What is expected:
Work out how many lines of the listing hold "roads" and return that number by itself.

--- Input data Enclosed Below ---

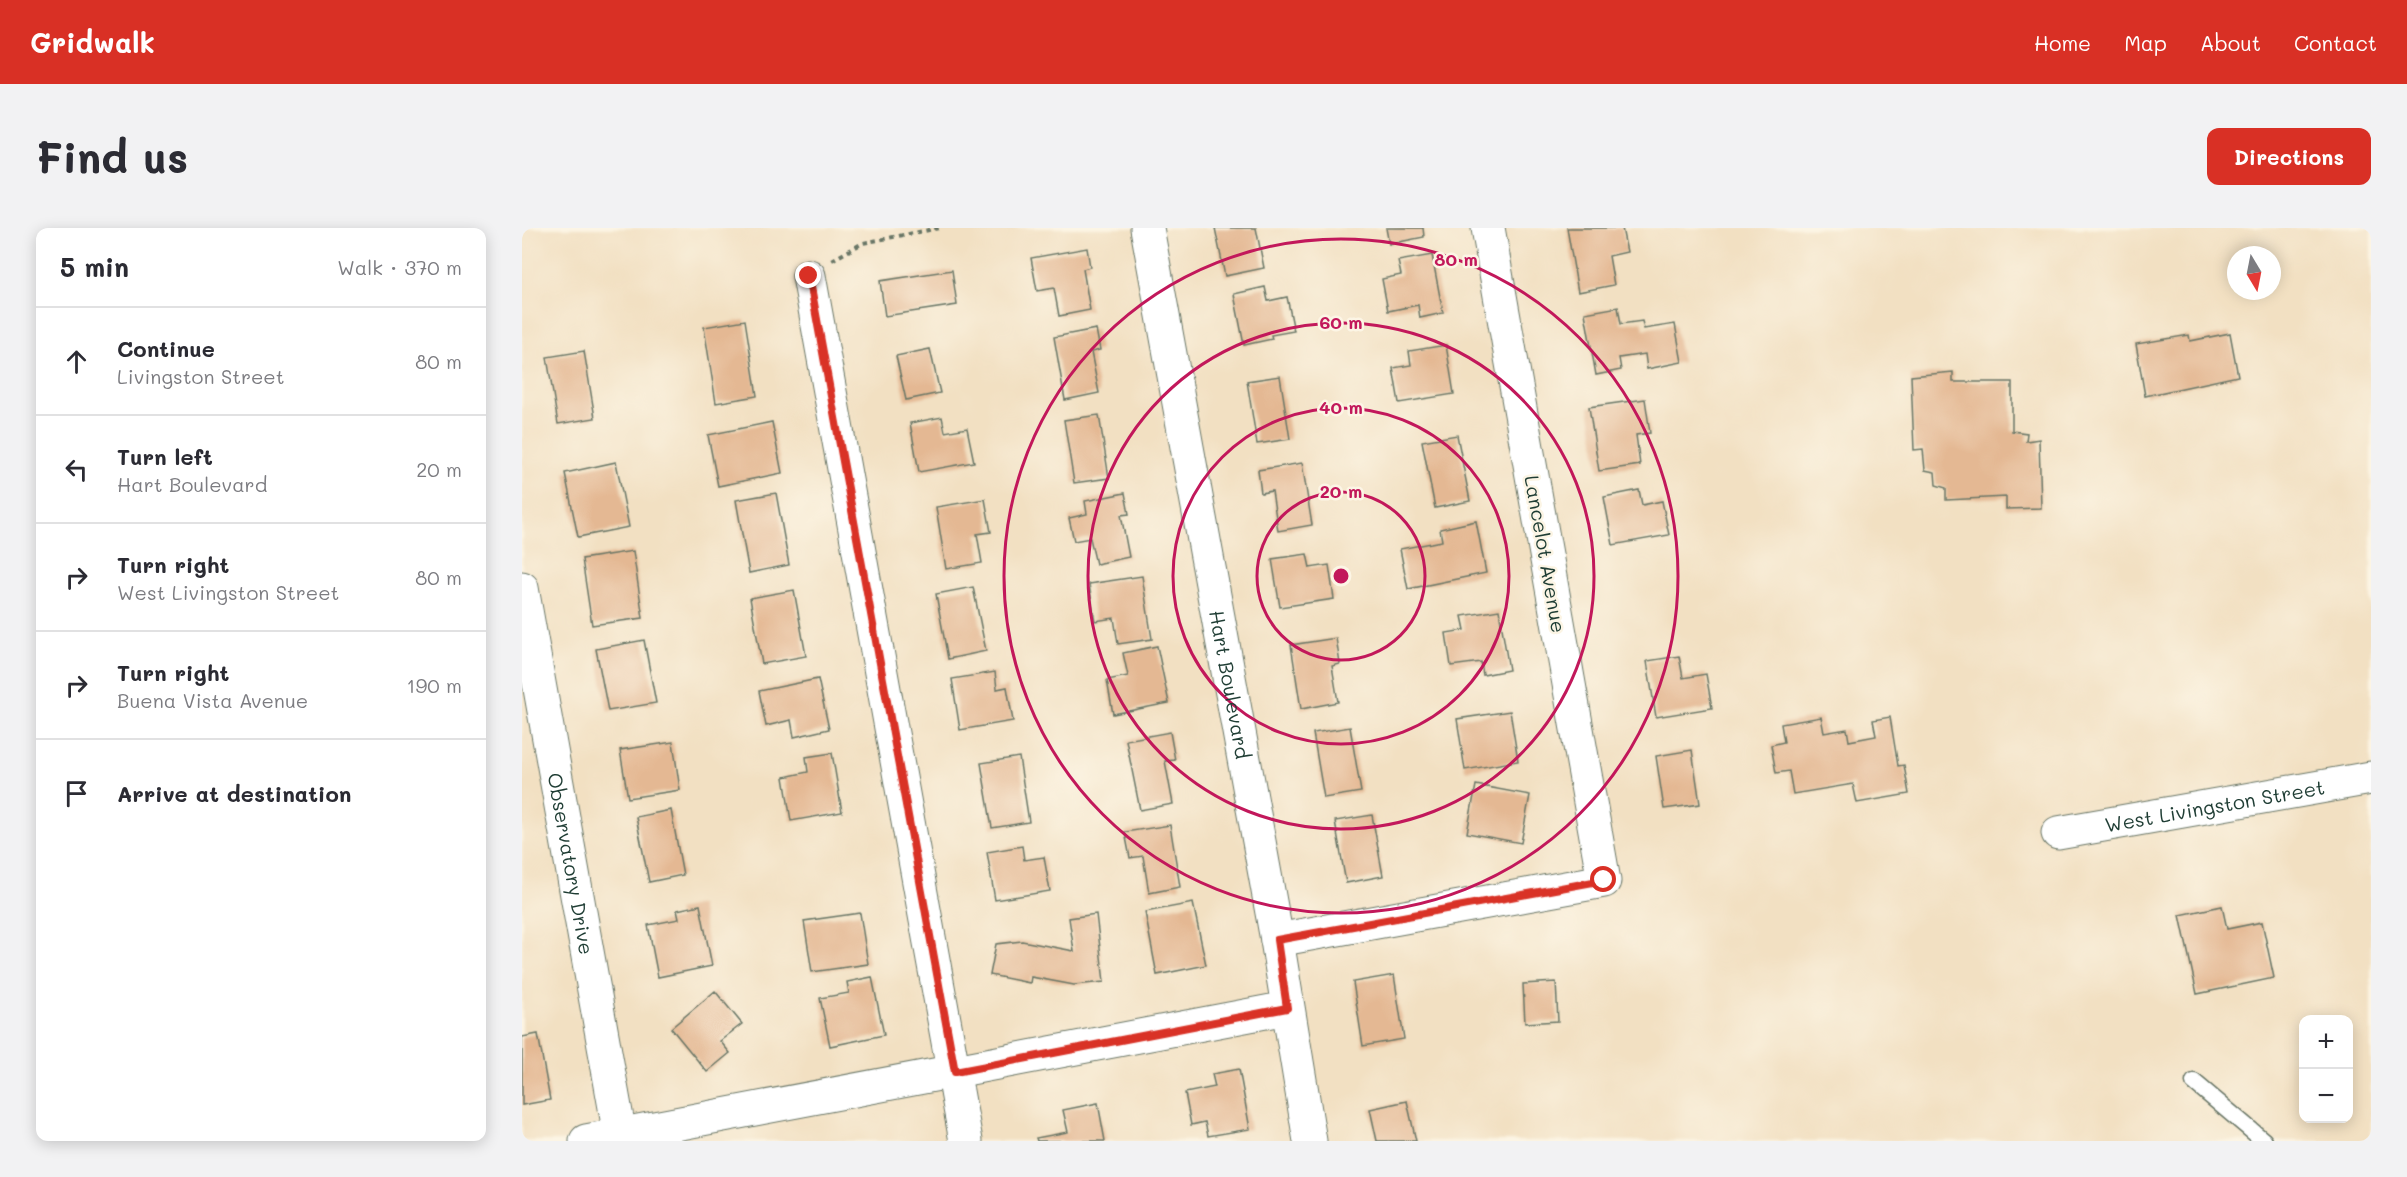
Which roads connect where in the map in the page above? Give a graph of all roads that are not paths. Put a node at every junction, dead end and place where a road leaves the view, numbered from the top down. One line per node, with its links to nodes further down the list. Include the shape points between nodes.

--- End of Enclosed Input data ---
--- Input data Enclosed Below ---

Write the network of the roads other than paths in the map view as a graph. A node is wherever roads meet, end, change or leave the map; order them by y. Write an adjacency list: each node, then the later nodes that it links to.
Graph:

--- End of Enclosed Input data ---

Exercise output:
2